What Lucía Saw (Llegaron de noche; ) is a 2022 Spanish-Colombian drama film directed by Imanol Uribe which stars Juana Acosta, Juan Carlos Martínez, Carmelo Gómez and Karra Elejalde. It is a dramatization of the 1989 murders of Jesuits in El Salvador by the Salvadoran Army.

== Plot ==
The plot follows the Central American University's cleaning staff Lucía Barrera de Cerna, a witness of the massacre of the 1989 murders of Jesuits in El Salvador by the Salvadoran Army, who stood up for truth and refused to cover up the responsibility of the military with the fake attribution of the crime to the FMLN guerrilla by the Salvadoran government, in the midst of the Salvadoran Civil War.

== Production ==
The film was originally known as La mirada de Lucía early in the production stage.
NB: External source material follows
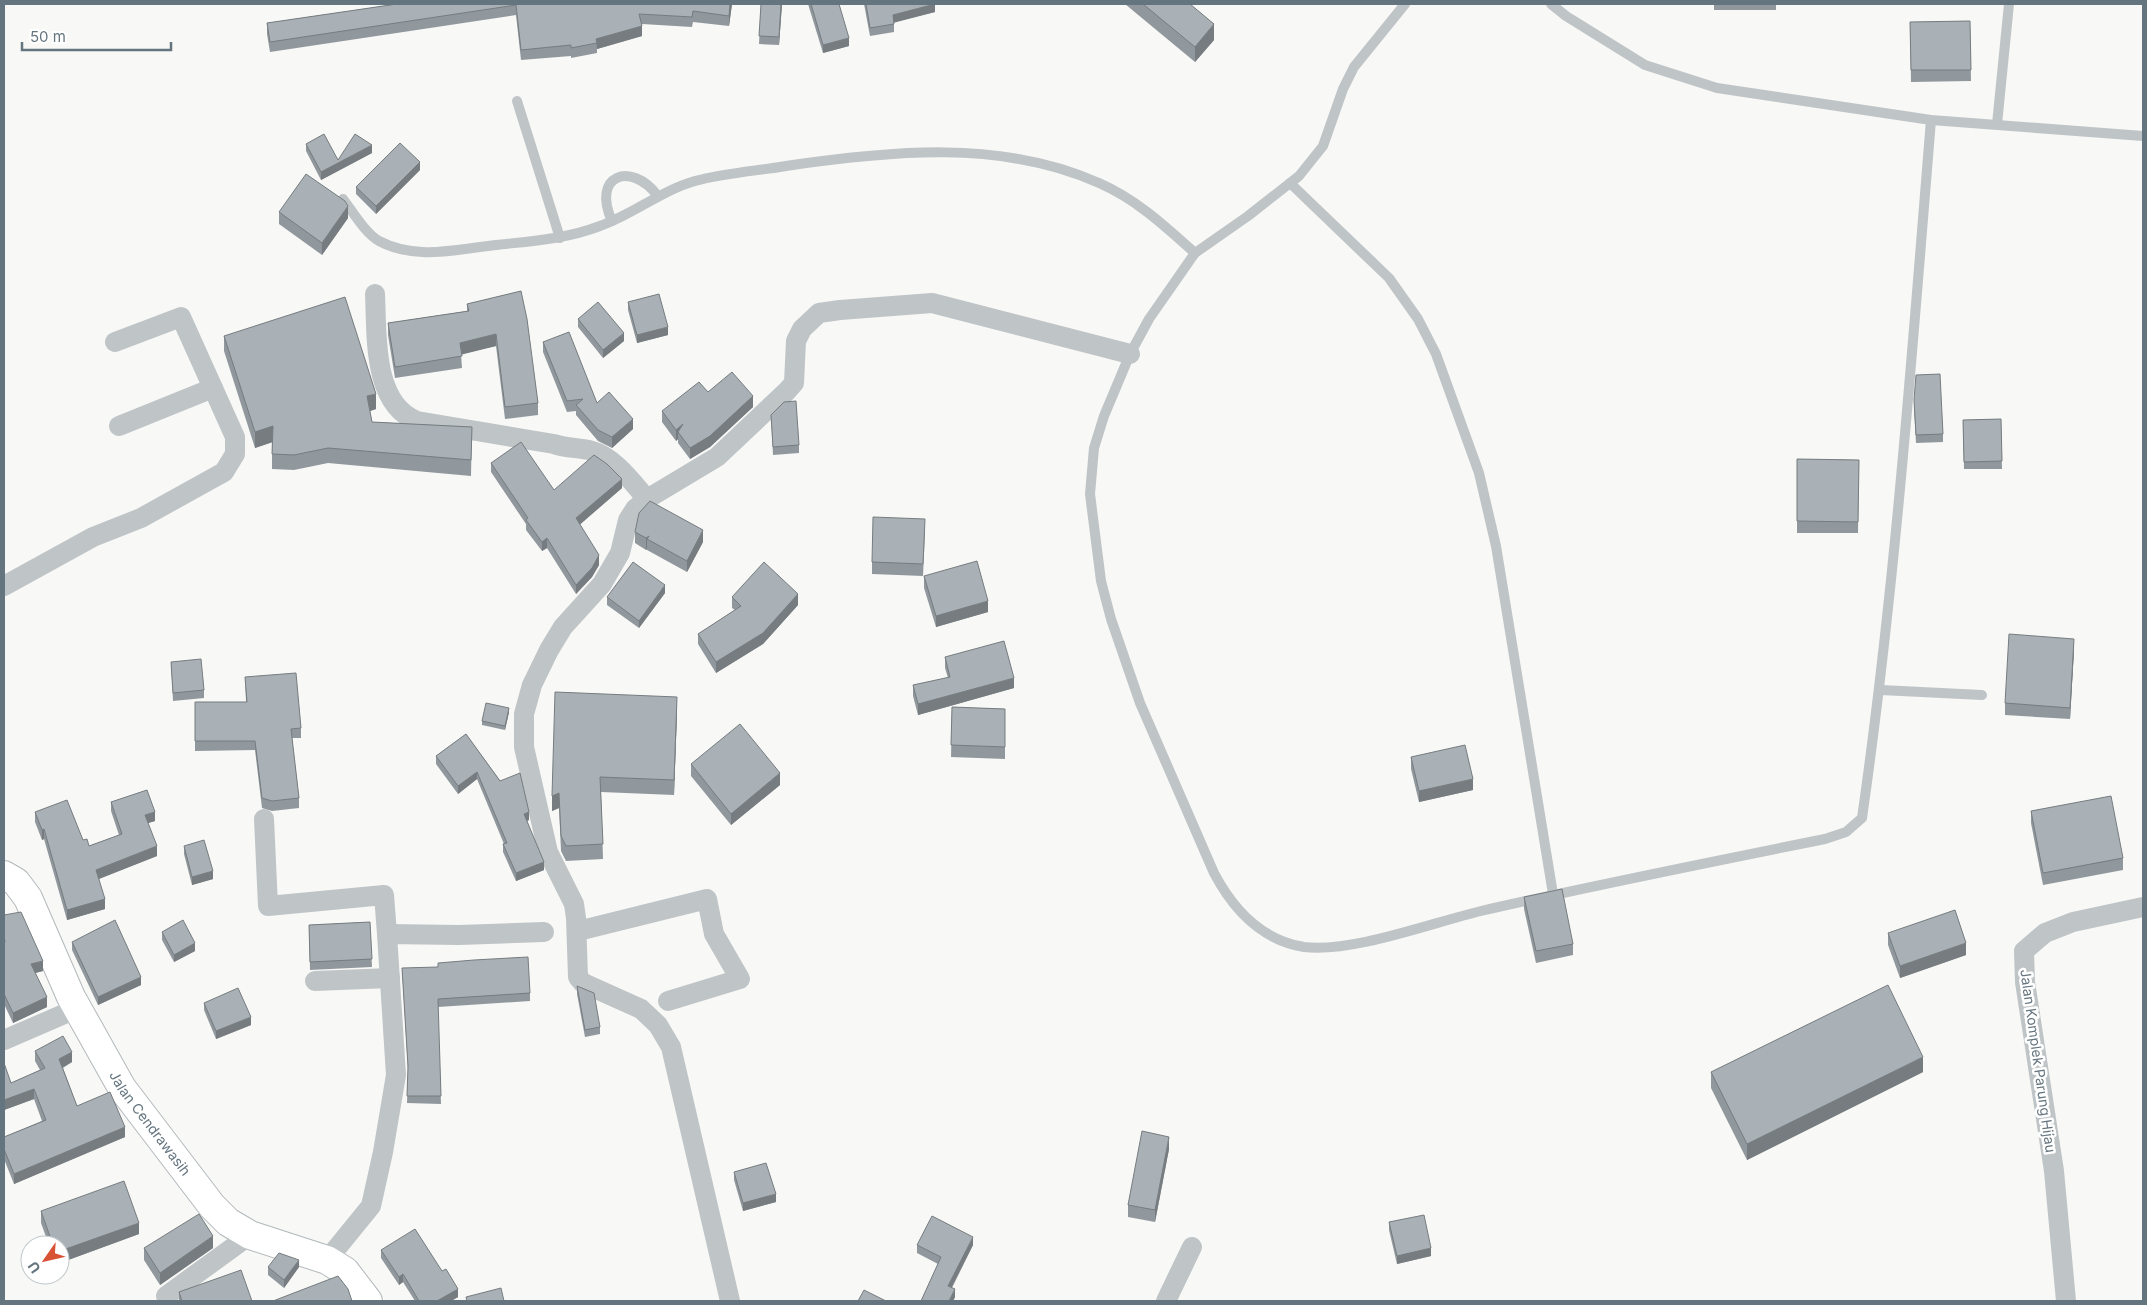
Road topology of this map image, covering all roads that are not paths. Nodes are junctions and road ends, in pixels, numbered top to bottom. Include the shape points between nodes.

The screenplay was penned by Daniel Cebrián. The film was produced by Bowfinger International Pictures, Tornasol Media and Nunca digas nunca AIE alongside 64A Films, and it had the participation of RTVE and Movistar+ and support from ICAA, the Ibermedia programme and ICO. Shooting began by November 2020 in Navarre. It later moved to Colombia, shooting in Valle del Cauca in between Cali and Buga.

== Release ==
The film was presented on 21 March 2022 at the 25th Málaga Film Festival, as part of the festival's main competition. Distributed by Karma Films, it opened in Spanish theatres on 25 March 2022.

== Reception ==
Sergio F. Pinilla of Cinemanía rated the film with 4 out of 5 stars, underscoring that Acosta shines in Uribe's return to political thriller.

Juan Pando of Fotogramas gave it 3 out of 5 stars, highlighting "the innocence of the protagonist in the face of the surrounding horror", while considering that the negative characters were not sufficiently humanised as a drawback.

Manuel J. Lombardo of Diario de Sevilla gave a negative review and 2 stars, deeming the film, weighed down by several bad decisions, to be a "discursive, superficial, leaden work", "with no real context, political bite nor dramatic tension".

Jonathan Holland of ScreenDaily deemed What Lucía Saw to be a "well-intentioned but uneven" film, pointing out that some people will wonder "how it is possible to extract so little tension from such a subject".